Ottilia Preußing
Ottilia Preußing (auch: Preussing) (* in Mörfelden; † 19. April 1654 in Homburg vor der Höhe) war das prominenteste Opfer der Bad Homburger Hexenverfolgung und wurde am 19. April 1654 hingerichtet.
Leben
Ottilia Preußing war die Witwe des 1645 gestorbenen Bad Homburger evangelischen Pfarrers Lorenz Preußing.
Hexenprozesse Bad Homburg
Im Amt Homburg wurden unter Georg I. zwischen 1582 und 1590 20 Menschen[1] wegen Zauberei verurteilt.[2] In Hessen-Homburg wurden 1622–1656 über 70 Personen als Hexen hingerichtet.[3] Landgraf Wilhelm Christoph von Hessen-Homburg ließ 1650–1661 in der kleinen evangelischen Landgrafschaft über 53 Personen wegen Hexerei hinrichten, darunter einige Kinder.[4]

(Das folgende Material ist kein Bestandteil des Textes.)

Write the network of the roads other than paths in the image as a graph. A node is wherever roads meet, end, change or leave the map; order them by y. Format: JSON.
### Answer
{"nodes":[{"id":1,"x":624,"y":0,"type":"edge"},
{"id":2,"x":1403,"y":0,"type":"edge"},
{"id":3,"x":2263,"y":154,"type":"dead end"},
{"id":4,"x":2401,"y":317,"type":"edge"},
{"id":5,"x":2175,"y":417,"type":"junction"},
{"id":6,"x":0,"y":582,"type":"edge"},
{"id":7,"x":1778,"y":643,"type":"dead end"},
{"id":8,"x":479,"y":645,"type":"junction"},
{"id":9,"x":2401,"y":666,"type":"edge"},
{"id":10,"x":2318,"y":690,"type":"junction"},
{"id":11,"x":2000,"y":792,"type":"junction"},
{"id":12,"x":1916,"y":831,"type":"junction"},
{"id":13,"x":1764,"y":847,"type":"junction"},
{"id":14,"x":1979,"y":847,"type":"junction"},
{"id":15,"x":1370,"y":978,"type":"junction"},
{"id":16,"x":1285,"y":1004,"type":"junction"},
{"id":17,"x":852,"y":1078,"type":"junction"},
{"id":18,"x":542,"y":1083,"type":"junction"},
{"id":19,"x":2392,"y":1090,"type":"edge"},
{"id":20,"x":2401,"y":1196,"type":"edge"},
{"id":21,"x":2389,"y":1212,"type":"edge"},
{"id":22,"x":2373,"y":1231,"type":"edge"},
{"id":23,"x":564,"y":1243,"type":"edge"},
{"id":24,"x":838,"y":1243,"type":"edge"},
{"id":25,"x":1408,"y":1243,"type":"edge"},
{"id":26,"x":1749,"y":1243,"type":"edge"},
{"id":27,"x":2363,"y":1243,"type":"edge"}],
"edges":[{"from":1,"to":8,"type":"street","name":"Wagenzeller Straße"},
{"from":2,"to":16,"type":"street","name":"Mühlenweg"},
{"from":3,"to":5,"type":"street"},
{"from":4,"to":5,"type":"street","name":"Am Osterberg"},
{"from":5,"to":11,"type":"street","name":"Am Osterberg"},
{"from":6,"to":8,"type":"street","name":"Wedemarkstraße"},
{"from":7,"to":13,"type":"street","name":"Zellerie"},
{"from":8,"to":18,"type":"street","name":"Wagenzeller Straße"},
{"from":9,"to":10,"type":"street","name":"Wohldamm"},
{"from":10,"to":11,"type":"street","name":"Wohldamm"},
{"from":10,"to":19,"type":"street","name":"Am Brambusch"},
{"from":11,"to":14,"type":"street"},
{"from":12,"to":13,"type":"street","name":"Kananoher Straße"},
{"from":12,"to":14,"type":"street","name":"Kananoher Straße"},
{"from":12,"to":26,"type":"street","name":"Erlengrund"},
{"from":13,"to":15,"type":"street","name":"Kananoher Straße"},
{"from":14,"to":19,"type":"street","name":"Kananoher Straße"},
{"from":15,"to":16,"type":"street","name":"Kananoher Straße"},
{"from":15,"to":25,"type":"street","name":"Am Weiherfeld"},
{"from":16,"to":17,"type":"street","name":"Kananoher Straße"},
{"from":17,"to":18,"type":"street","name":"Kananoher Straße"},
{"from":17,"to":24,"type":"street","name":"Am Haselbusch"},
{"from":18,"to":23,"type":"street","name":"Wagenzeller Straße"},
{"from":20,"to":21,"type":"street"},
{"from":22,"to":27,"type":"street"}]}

In Homburg wurden die Gefangenen im damaligen Rathausturm (Rathausgasse) inhaftiert. Die Verhöre fanden im Rathaus statt, die Verurteilung auf dem Marktplatz davor, während die Hinrichtungen auf dem Platzenberg geschahen (heute Leopoldsweg). 34 der Opfer stammten aus Seulberg, 21 aus Homburg, zehn aus Köppern, sechs aus Gonzenheim und vier aus Oberstedten.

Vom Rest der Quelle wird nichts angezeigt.